■ Activity: Only the lines from the first line of the entries through the line with "Build a routing" belong in the answer, each restated word for word and without pictures.

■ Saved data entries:
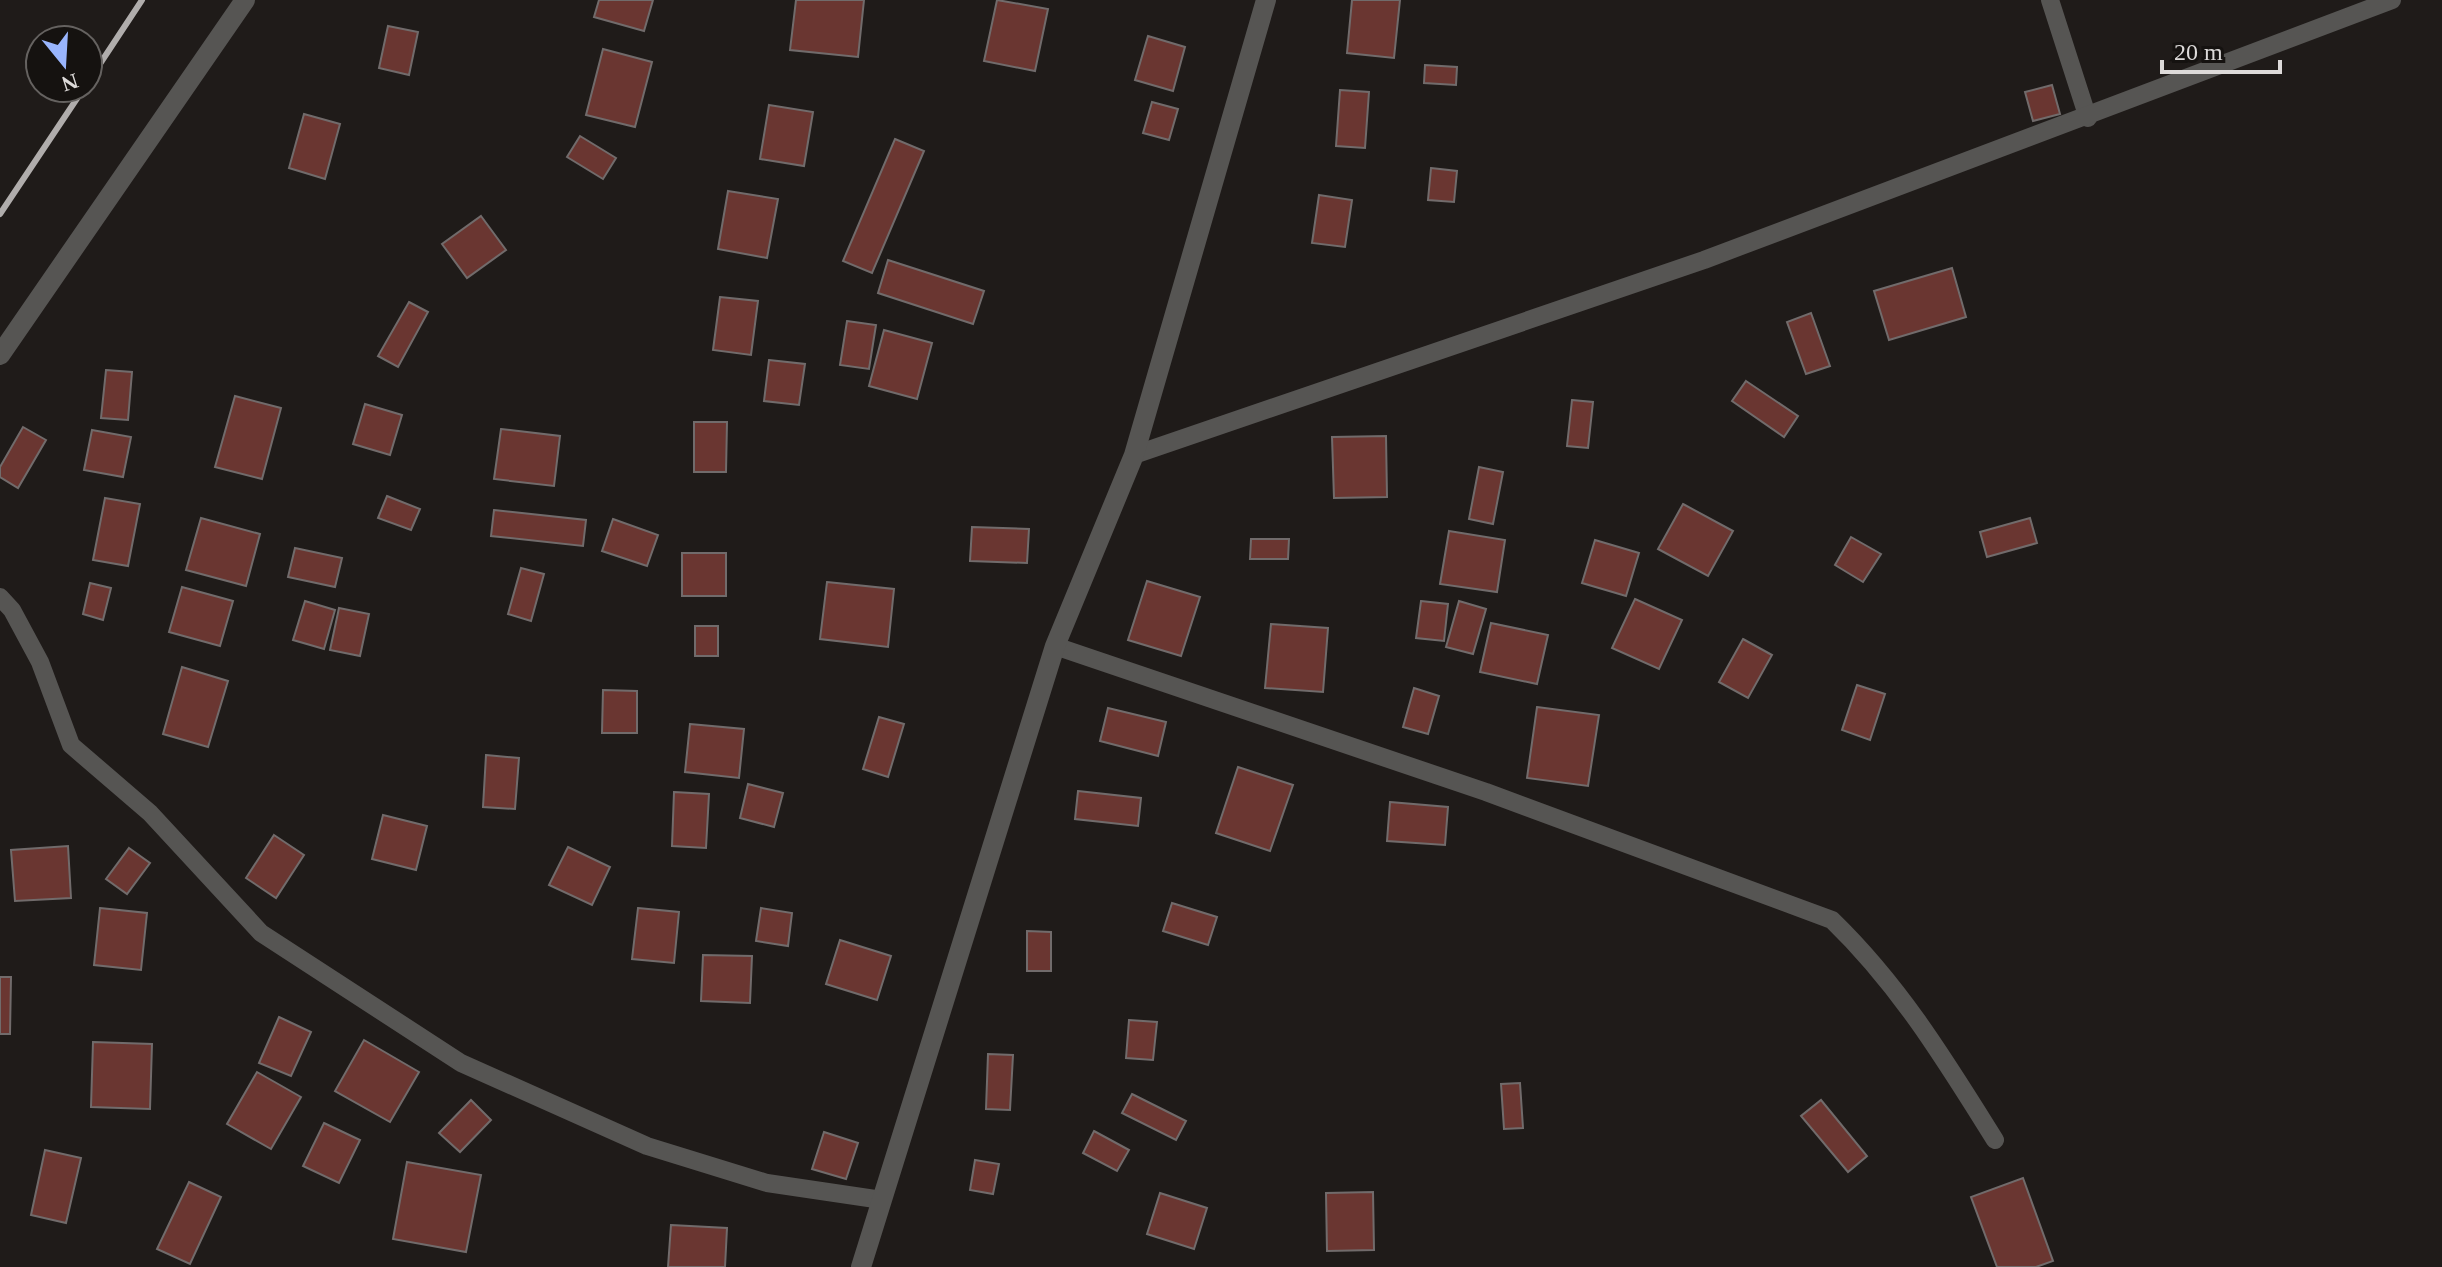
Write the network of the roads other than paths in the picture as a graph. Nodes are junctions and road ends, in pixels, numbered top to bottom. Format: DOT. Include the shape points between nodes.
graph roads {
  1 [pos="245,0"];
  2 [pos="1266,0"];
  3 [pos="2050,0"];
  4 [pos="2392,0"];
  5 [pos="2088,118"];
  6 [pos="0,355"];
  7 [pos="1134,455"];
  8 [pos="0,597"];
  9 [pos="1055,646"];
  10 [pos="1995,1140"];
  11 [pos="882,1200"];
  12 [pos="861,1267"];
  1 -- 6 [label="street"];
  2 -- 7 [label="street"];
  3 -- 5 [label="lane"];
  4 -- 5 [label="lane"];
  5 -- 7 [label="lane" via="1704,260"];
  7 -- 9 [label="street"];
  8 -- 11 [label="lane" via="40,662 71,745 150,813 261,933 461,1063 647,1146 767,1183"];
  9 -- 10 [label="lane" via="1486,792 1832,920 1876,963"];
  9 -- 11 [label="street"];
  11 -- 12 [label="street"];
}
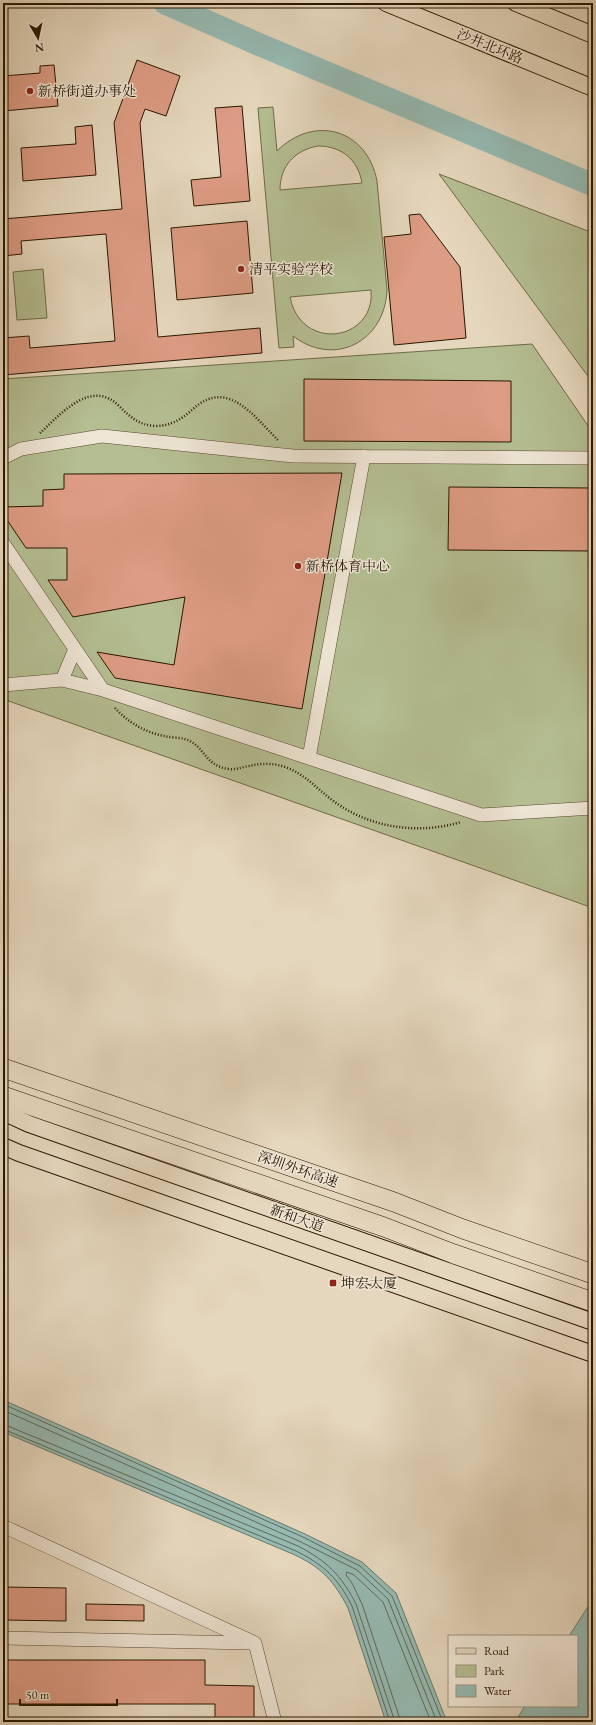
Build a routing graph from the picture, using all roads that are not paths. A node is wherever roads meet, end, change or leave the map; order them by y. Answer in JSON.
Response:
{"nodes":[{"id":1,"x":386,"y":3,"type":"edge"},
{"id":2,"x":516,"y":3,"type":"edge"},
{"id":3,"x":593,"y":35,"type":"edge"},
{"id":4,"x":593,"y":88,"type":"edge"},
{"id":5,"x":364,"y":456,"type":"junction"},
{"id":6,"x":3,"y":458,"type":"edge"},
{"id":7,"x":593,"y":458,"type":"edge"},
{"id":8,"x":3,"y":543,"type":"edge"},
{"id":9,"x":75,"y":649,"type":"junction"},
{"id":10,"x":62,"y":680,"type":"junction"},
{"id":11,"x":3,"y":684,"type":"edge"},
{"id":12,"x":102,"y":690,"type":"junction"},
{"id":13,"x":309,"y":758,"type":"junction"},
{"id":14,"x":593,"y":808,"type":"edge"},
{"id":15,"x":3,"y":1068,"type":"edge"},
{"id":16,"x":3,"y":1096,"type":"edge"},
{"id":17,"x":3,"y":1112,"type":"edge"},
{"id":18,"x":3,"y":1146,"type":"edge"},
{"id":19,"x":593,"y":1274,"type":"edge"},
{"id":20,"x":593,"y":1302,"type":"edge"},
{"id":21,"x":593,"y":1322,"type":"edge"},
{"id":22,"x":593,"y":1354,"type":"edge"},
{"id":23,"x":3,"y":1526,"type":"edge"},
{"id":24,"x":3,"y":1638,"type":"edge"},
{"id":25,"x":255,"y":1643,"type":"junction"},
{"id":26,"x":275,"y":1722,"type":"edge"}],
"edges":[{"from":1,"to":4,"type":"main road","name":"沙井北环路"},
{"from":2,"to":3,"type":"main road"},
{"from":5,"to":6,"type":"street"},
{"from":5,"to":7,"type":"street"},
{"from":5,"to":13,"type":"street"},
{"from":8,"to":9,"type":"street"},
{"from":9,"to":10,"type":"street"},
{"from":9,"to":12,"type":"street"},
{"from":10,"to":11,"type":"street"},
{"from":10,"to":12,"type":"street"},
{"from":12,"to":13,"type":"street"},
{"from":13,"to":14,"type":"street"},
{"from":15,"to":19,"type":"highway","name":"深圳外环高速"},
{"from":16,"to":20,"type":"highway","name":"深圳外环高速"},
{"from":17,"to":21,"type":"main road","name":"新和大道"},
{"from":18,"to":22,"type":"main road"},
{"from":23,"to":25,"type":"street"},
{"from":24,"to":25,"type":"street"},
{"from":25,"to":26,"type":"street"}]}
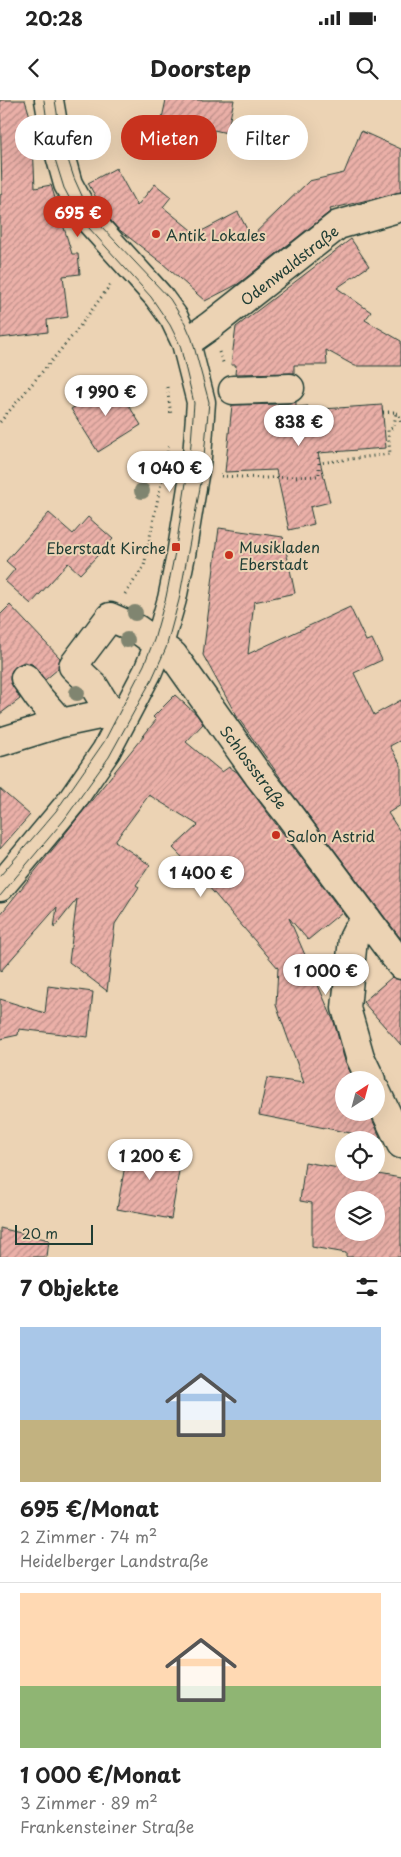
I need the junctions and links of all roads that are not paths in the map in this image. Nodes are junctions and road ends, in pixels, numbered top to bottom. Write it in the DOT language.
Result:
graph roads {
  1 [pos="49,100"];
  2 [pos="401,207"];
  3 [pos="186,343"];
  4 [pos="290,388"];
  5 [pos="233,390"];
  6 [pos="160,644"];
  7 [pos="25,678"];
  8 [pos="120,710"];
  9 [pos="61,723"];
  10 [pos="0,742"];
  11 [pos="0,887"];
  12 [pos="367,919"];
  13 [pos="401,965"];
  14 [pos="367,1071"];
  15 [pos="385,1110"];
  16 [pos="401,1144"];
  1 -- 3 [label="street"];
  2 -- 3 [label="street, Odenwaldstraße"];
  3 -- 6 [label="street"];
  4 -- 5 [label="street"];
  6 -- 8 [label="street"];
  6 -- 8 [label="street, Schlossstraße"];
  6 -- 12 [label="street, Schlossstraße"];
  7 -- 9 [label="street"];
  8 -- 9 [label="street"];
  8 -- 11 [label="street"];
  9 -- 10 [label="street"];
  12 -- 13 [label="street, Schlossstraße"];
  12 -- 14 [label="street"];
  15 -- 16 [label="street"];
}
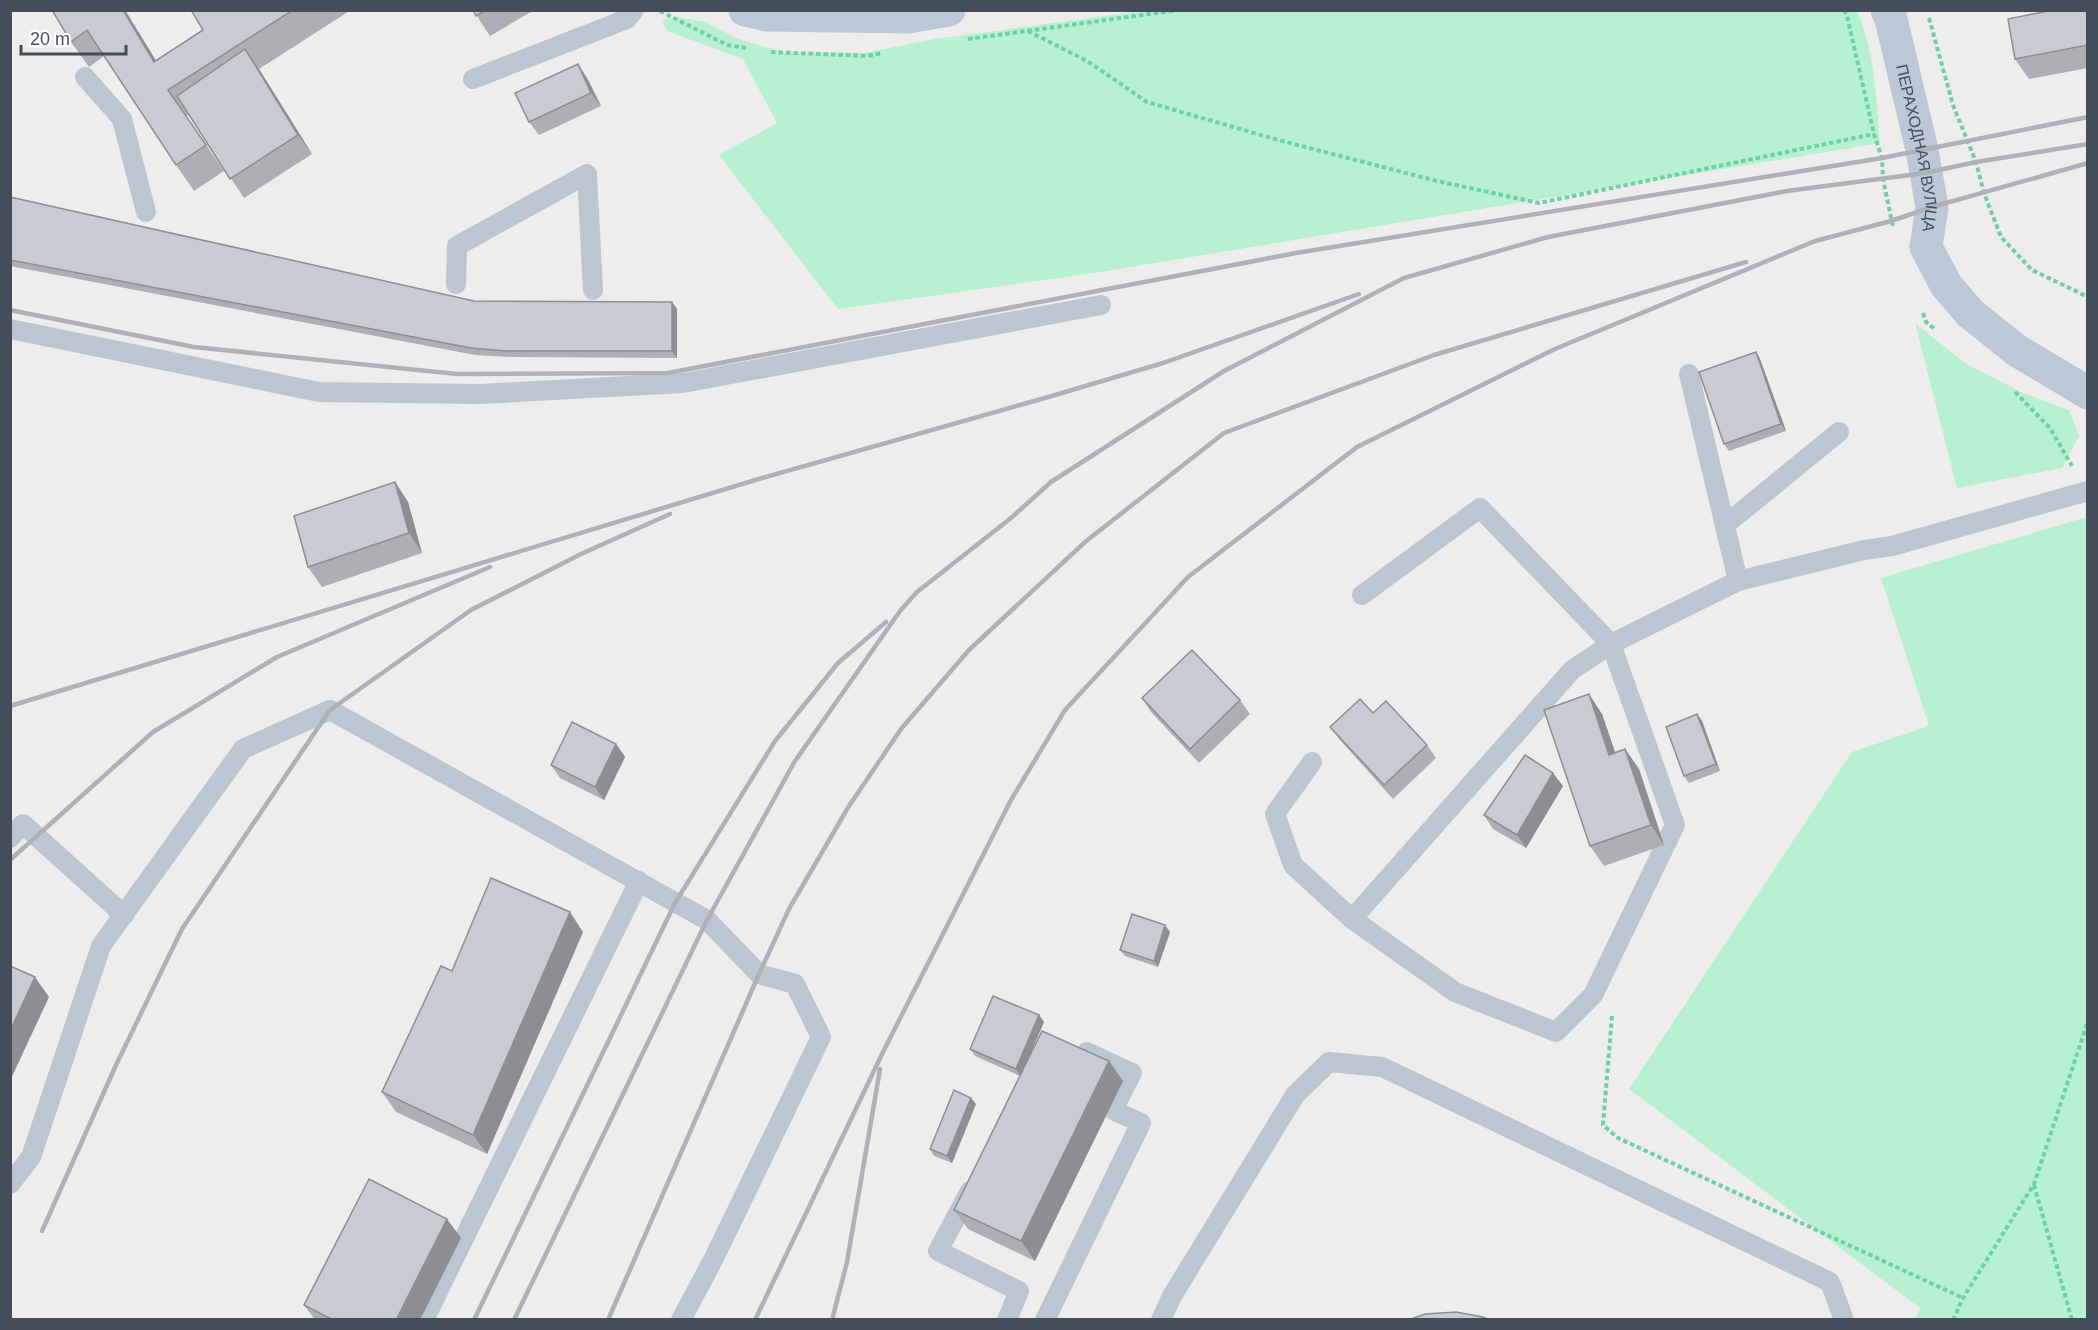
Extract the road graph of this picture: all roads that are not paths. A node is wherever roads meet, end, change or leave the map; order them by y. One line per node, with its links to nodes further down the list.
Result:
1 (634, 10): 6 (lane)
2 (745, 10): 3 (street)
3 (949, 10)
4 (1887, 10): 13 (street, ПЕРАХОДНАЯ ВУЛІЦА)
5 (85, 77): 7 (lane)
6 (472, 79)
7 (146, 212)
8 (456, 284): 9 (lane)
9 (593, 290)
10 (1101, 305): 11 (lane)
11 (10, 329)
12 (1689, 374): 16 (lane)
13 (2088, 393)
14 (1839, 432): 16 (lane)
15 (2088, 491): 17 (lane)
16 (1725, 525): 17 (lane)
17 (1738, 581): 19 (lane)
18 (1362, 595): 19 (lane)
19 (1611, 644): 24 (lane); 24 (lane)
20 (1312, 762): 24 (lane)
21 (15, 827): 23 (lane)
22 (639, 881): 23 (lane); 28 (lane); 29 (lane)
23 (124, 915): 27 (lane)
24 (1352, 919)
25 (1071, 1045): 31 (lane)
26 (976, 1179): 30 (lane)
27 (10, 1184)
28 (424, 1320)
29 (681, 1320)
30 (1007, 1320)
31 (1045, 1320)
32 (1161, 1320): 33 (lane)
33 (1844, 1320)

■ Problem solution:
Write the network of the roads other than paths in the picture as a graph. Nodes are junctions and road ends, in pixels, numbered top to bottom. Format: DOT. Include the shape points between nodes.
graph roads {
  1 [pos="245,0"];
  2 [pos="1266,0"];
  3 [pos="2050,0"];
  4 [pos="2392,0"];
  5 [pos="2088,118"];
  6 [pos="0,355"];
  7 [pos="1134,455"];
  8 [pos="0,597"];
  9 [pos="1055,646"];
  10 [pos="1995,1140"];
  11 [pos="882,1200"];
  12 [pos="861,1267"];
  1 -- 6 [label="street"];
  2 -- 7 [label="street"];
  3 -- 5 [label="lane"];
  4 -- 5 [label="lane"];
  5 -- 7 [label="lane" via="1704,260"];
  7 -- 9 [label="street"];
  8 -- 11 [label="lane" via="40,662 71,745 150,813 261,933 461,1063 647,1146 767,1183"];
  9 -- 10 [label="lane" via="1486,792 1832,920 1876,963"];
  9 -- 11 [label="street"];
  11 -- 12 [label="street"];
}
Build a routing graph from the picture, using all roads that are not paths. A node is wherever roads meet, end, change or leave the map; order them by y. Answer in JSON.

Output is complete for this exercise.